STRANGER: And when the citizen, contrary to law and custom, is compelled
to do what is juster and better and nobler than he did before, the last
and most absurd thing which he could say about such violence is that
he has incurred disgrace or evil or injustice at the hands of those who
compelled him.
YOUNG SOCRATES: Very true.
STRANGER: And shall we say that the violence, if exercised by a rich
man, is just, and if by a poor man, unjust? May not any man, rich or
poor, with or without laws, with the will of the citizens or against
the will of the citizens, do what is for their interest? Is not this the
true principle of government, according to which the wise and good
man will order the affairs of his subjects? As the pilot, by watching
continually over the interests of the ship and of the crew,--not by
laying down rules, but by making his art a law,--preserves the lives of
his fellow-sailors, even so, and in the self-same way, may there not
be a true form of polity created by those who are able to govern in a
similar spirit, and who show a strength of art which is superior to the
law? Nor can wise rulers ever err while they observing the one great
rule of distributing justice to the citizens with intelligence and
skill, are able to preserve them, and, as far as may be, to make them
better from being worse.
YOUNG SOCRATES: No one can deny what has been now said.

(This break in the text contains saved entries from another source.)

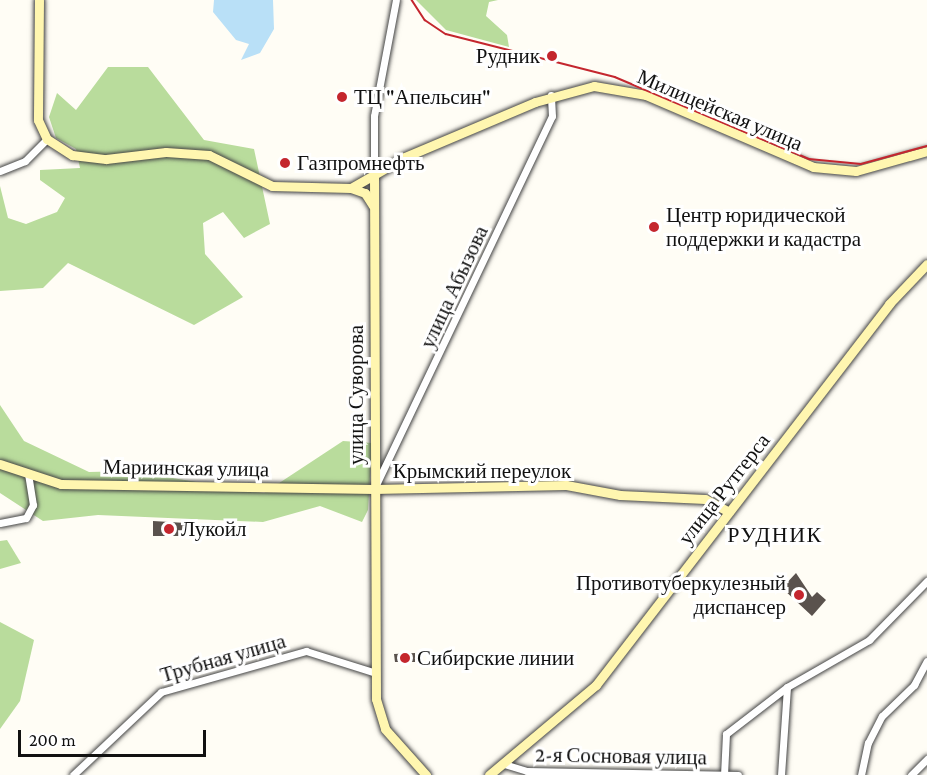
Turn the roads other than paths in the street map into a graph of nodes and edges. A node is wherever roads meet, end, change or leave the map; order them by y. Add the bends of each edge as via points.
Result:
1 (39, 0) edge
2 (396, 0) edge
3 (551, 95) junction
4 (47, 139) junction
5 (927, 151) edge
6 (0, 171) edge
7 (374, 177) junction
8 (351, 188) junction
9 (374, 207) junction
10 (927, 264) edge
11 (0, 464) edge
12 (28, 475) junction
13 (374, 489) junction
14 (729, 512) junction
15 (0, 523) edge
16 (927, 581) edge
17 (927, 661) edge
18 (376, 672) junction
19 (788, 687) junction
20 (927, 759) edge
21 (504, 764) junction
22 (73, 775) edge
23 (426, 775) edge
24 (489, 775) edge
25 (724, 775) edge
26 (738, 775) edge
27 (781, 775) edge
28 (861, 775) edge
29 (911, 775) edge

1 - 4 main road via 38,120
2 - 7 street, улица Суворова via 374,116
3 - 5 main road, Милицейская улица via 578,87 626,89 796,163 856,171
3 - 7 main road, Милицейская улица via 405,157
3 - 13 street, улица Абызова via 552,116
4 - 6 street via 25,161
4 - 8 main road via 72,155 106,159 166,152 209,156 272,186
7 - 8 main road, Милицейская улица
7 - 9 main road, улица Суворова
8 - 9 main road via 365,193
9 - 13 main road, улица Суворова
10 - 14 main road, улица Рутгерса via 890,304
11 - 12 main road, Мариинская улица
12 - 13 main road, Мариинская улица via 61,484
12 - 15 street via 33,506 26,518
13 - 14 main road, Крымский переулок via 566,485 620,495 705,499
13 - 18 main road, улица Суворова
14 - 21 main road, улица Рутгерса via 596,685
16 - 19 street via 869,640
17 - 28 street via 914,686 882,716 868,742
18 - 22 street, Трубная улица via 306,651 161,692
18 - 23 main road, улица Суворова via 381,722
19 - 25 street via 726,734
19 - 27 street
20 - 29 street
21 - 24 main road, улица Рутгерса
21 - 25 street, 2-я Сосновая улица via 526,771
25 - 26 street, 2-я Сосновая улица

STRANGER: Neither, if you consider, can any one deny the other
statement.
YOUNG SOCRATES: What was it?
STRANGER: We said that no great number of persons, whoever they may be,
can attain political knowledge, or order a State wisely, but that the
true government is to be found in a small body, or in an individual, and
that other States are but imitations of this, as we said a little while
ago, some for the better and some for the worse.